Папа сначала посмотрел на мои джинсы, а потом на маму.

– Это всего лишь джинсы, Тони, – сказал он.

Мою маму зовут Антонина, но все зовут её Тони.

– Это джинсы шлюхи, – сказала мама. – Она оделась как проститутка из-за того, что читает все эти журналы. – Так мама называет Cosmo. В принципе, она права, но всё же.

– Она не похожа на проститутку, – ответил папа. – Она так всегда выглядит. – Мы все вопросительно посмотрели на него, удивленные его замечанием. Но он продолжил: – Ну, понимаешь, как сорванец.

К счастью, в тот момент, снаружи загудела Рут.

– Ладно, – сказала я, вставая. – Мне пора.

– Только не в этих джинсах, – сказала мама.

Я схватила флейту и рюкзак.

– Пока, – сказала я, и закрыла дверь.

Я обежала дом, чтобы встретить Рут, которая ждала в кабриолете.

– Милые джинсы, – с сарказмом произнесла она, когда я садилась на пассажирское сиденье.

– Просто веди, – сказала я.

– Правда, – сказала она. – Ты не похожа на Дженнифер Рилс, или кого-то там. Эй, днем ты сварщик, а ночью стриптизерша, да?

– Да, – сказала я. – Но я экономлю деньги, чтобы оплатить обучение в балетной школе.

Мы были почти у школы, когда Рут спросила:

– Эй, что с тобой? Ты не была такой тихой с тех пор, как Дуглас пытался... ну ты поняла.

Я встряхнулась. Мне не известно, какими бывают видения, но именно они меня посетили. Дело в том, что я не могла выкинуть фотографию Шона Патрика О’Ханахана из головы.

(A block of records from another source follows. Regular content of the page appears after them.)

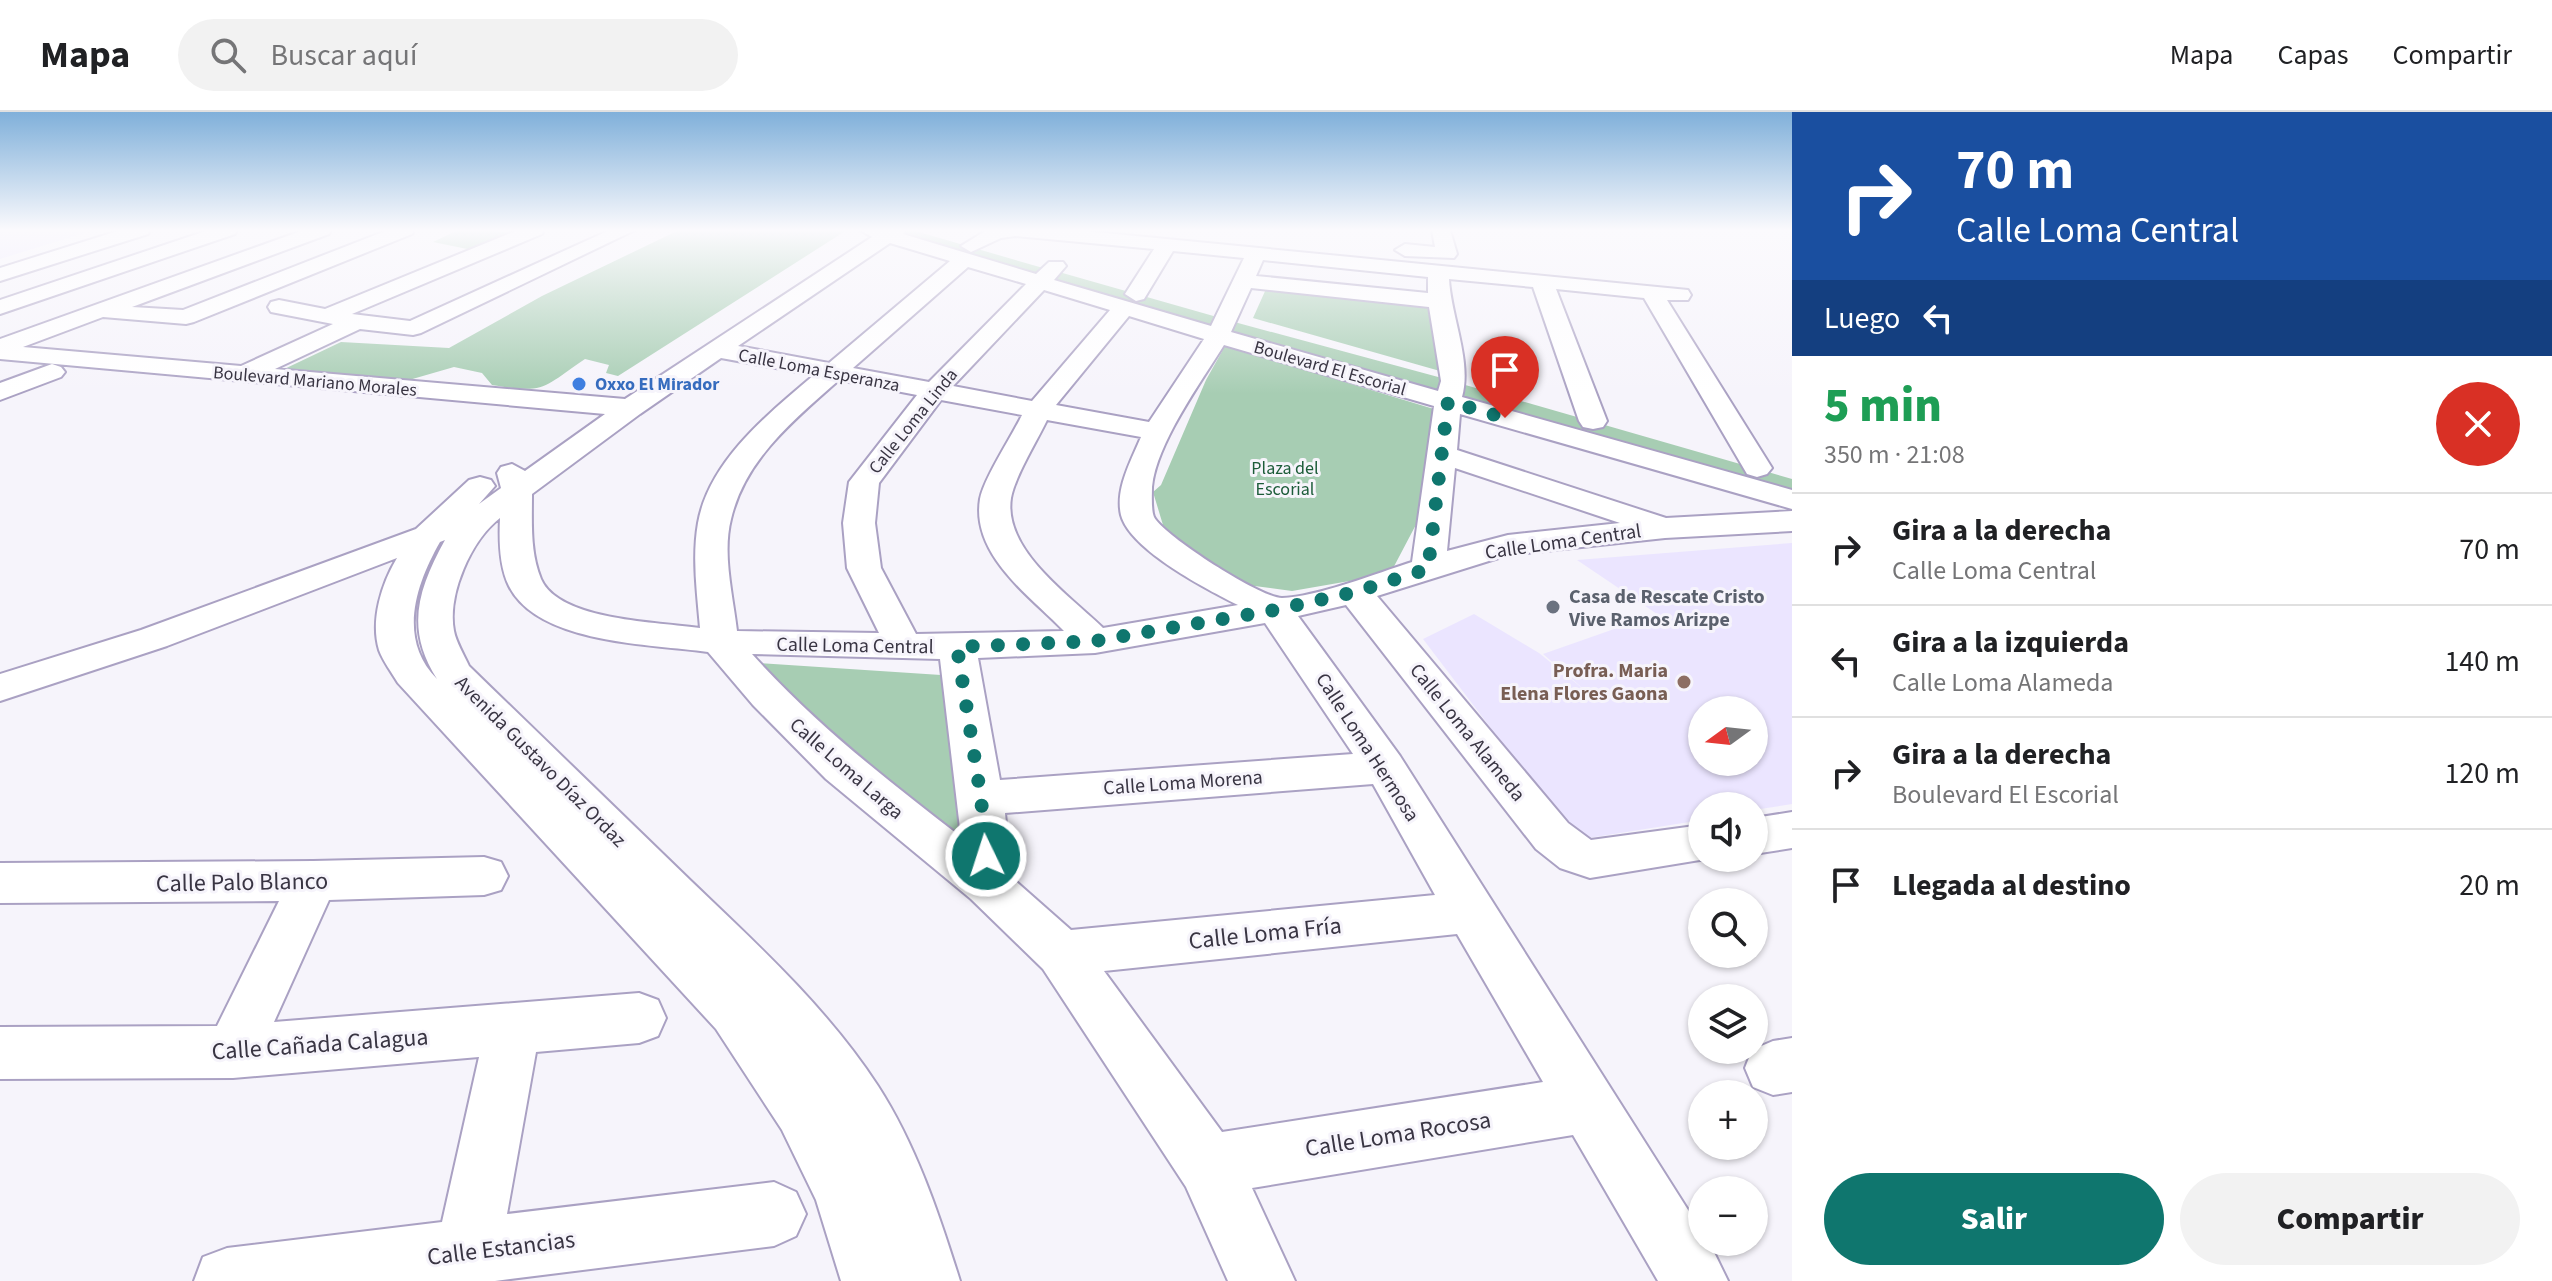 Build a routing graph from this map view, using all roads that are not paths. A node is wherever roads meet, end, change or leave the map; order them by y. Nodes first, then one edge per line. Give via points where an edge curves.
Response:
1 (66, 285) edge
2 (174, 285) edge
3 (269, 285) edge
4 (408, 285) edge
5 (510, 285) edge
6 (813, 285) edge
7 (819, 285) edge
8 (931, 285) edge
9 (1036, 285) edge
10 (1076, 285) edge
11 (1141, 285) edge
12 (1243, 285) edge
13 (1279, 285) edge
14 (1438, 285) edge
15 (1543, 285) edge
16 (1577, 285) edge
17 (1651, 292) junction
18 (1680, 295) dead end
19 (1130, 301) junction
20 (1439, 301) junction
21 (0, 307) edge
22 (279, 307) dead end
23 (101, 311) junction
24 (328, 316) junction
25 (357, 322) junction
26 (1222, 328) junction
27 (0, 350) edge
28 (718, 350) junction
29 (0, 366) edge
30 (52, 372) junction
31 (829, 373) junction
32 (243, 375) junction
33 (218, 387) junction
34 (934, 391) junction
35 (1451, 391) junction
36 (0, 392) edge
37 (1039, 409) junction
38 (603, 411) junction
39 (1593, 421) junction
40 (1157, 432) junction
41 (1443, 455) junction
42 (1757, 468) junction
43 (513, 476) junction
44 (1792, 478) edge
45 (1792, 500) edge
46 (480, 518) junction
47 (1792, 521) edge
48 (1665, 528) junction
49 (428, 535) junction
50 (1428, 569) junction
51 (1355, 592) junction
52 (1275, 610) junction
53 (1095, 641) junction
54 (720, 642) junction
55 (904, 647) junction
56 (957, 647) junction
57 (0, 688) edge
58 (1385, 767) junction
59 (981, 798) junction
60 (1792, 830) edge
61 (1768, 834) edge
62 (1688, 845) edge
63 (484, 876) dead end
64 (313, 881) junction
65 (0, 883) edge
66 (988, 885) junction
67 (1470, 912) junction
68 (1061, 953) junction
69 (639, 1018) dead end
70 (513, 1029) junction
71 (233, 1052) junction
72 (0, 1053) edge
73 (1587, 1104) junction
74 (1208, 1165) junction
75 (774, 1214) dead end
76 (464, 1266) edge
77 (227, 1281) edge
78 (874, 1281) edge
79 (927, 1281) edge
80 (1262, 1281) edge
81 (1695, 1281) edge

1 - 21 street
2 - 23 street
3 - 23 street via 186,317
4 - 24 street
5 - 25 street via 422,326
6 - 38 street, Avenida Gustavo Díaz Ordaz
7 - 28 street, Avenida Gustavo Díaz Ordaz
8 - 31 street
9 - 34 street, Calle Loma Linda
10 - 19 street, Boulevard El Escorial
11 - 19 street
12 - 26 street, Calle Loma Hermosa
13 - 20 street
14 - 20 street
15 - 39 street
16 - 17 street
17 - 18 street
17 - 42 street
19 - 26 street, Boulevard El Escorial
19 - 37 street
20 - 35 street
22 - 24 street
23 - 27 street
24 - 25 street
25 - 32 street
26 - 35 street, Boulevard El Escorial
26 - 40 street, Calle Loma Hermosa
27 - 32 street, Boulevard Mariano Morales
28 - 31 street, Calle Loma Esperanza
28 - 38 street, Avenida Gustavo Díaz Ordaz
29 - 30 street, Boulevard Mariano Morales
30 - 33 street, Boulevard Mariano Morales
30 - 36 street
31 - 34 street, Calle Loma Esperanza
31 - 54 street via 774,423 732,475 714,521 712,563
32 - 33 street
32 - 38 street, Boulevard Mariano Morales
33 - 38 street, Boulevard Mariano Morales
34 - 37 street, Calle Loma Esperanza
34 - 55 street, Calle Loma Linda via 864,482 864,568
35 - 39 street, Boulevard El Escorial
35 - 41 street
35 - 45 street, Boulevard El Escorial
37 - 40 street, Calle Loma Esperanza
37 - 53 street via 996,496 995,522 1006,552
38 - 43 street, Avenida Gustavo Díaz Ordaz
39 - 42 street, Boulevard El Escorial
40 - 52 street, Calle Loma Hermosa via 1137,484 1137,516 1157,542
41 - 48 street
41 - 50 street
42 - 44 street, Boulevard El Escorial
43 - 46 street, Avenida Gustavo Díaz Ordaz
43 - 49 street, Avenida Gustavo Díaz Ordaz via 461,501
43 - 54 street, Calle Loma Central via 515,541 525,584 546,607 588,624
46 - 49 street
46 - 79 street, Avenida Gustavo Díaz Ordaz via 460,542 440,584 435,631 452,672 770,992 816,1049 867,1125 913,1229
47 - 48 street, Calle Loma Central
48 - 50 street, Calle Loma Central via 1508,545
49 - 57 street via 154,638
49 - 78 street, Avenida Gustavo Díaz Ordaz via 405,574 395,612 398,649 418,683 735,1012 803,1110 845,1191
50 - 51 street, Calle Loma Central
51 - 52 street, Calle Loma Central
51 - 62 street, Calle Loma Alameda via 1552,836 1577,855 1590,859
52 - 53 street, Calle Loma Central
52 - 58 street, Calle Loma Hermosa
53 - 56 street, Calle Loma Central
54 - 55 street, Calle Loma Central
54 - 66 street, Calle Loma Larga via 841,768
55 - 56 street, Calle Loma Central
56 - 59 street
58 - 59 street, Calle Loma Morena
58 - 67 street, Calle Loma Hermosa
59 - 66 street
60 - 61 street
63 - 64 street, Calle Palo Blanco
64 - 65 street, Calle Palo Blanco
64 - 71 street
66 - 68 street, Calle Loma Larga
67 - 68 street, Calle Loma Fría
67 - 73 street, Calle Loma Hermosa
68 - 74 street, Calle Loma Larga
69 - 70 street, Calle Cañada Calagua
70 - 71 street, Calle Cañada Calagua
70 - 76 street
71 - 72 street, Calle Cañada Calagua
73 - 74 street, Calle Loma Rocosa
73 - 81 street, Calle Loma Hermosa
74 - 80 street, Calle Loma Larga
75 - 76 street, Calle Estancias
76 - 77 street, Calle Estancias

Во сне он был старше, чем на фотографии на пакете молока. Может быть, он – один из тех детей, которых похитили так давно, что он не помнит свою настоящую семью. С другой стороны, может быть, это был просто сон.

– Хм, – сказал я. – Не знаю. Я просто задумалась, вот и всё.

Рут подъехала к стоянке для учеников.

–Ты не хочешь пройтись пешком до дома сегодня? Я попрошу Скипа высадить меня снова в четыре, когда у тебя закончится задержание. Знаешь, я взвесилась этим утром и уже потеряла полкилограмма.

Я думаю, что она, вероятно, потеряла вес из-за того, что не ела ужин вчера: весь вечер подруга мечтательно пялилась на Майка, так что у нее не было времени на еду. Но я только сказала:

– Конечно. Кроме ...

– Кроме чего?

– Ну, ты знаешь, что я чувствую к мотоциклам.

Рут посмотрела на небо.

– Только не Роб Уилкинс.

– Да, снова он. Я ничего не могу с собой поделать, Рут. У него действительно огромный...

– Я не хочу это слышать, – сказала Рут, подняв руки вверх.

– Мотоцикл, – закончила я. – Что ты думала, я скажу?

– Не знаю, – Рут нажала на кнопку, и крыша автомобиля начала подниматься. – Некоторые из этих Гритов носят красивые узкие джинсы.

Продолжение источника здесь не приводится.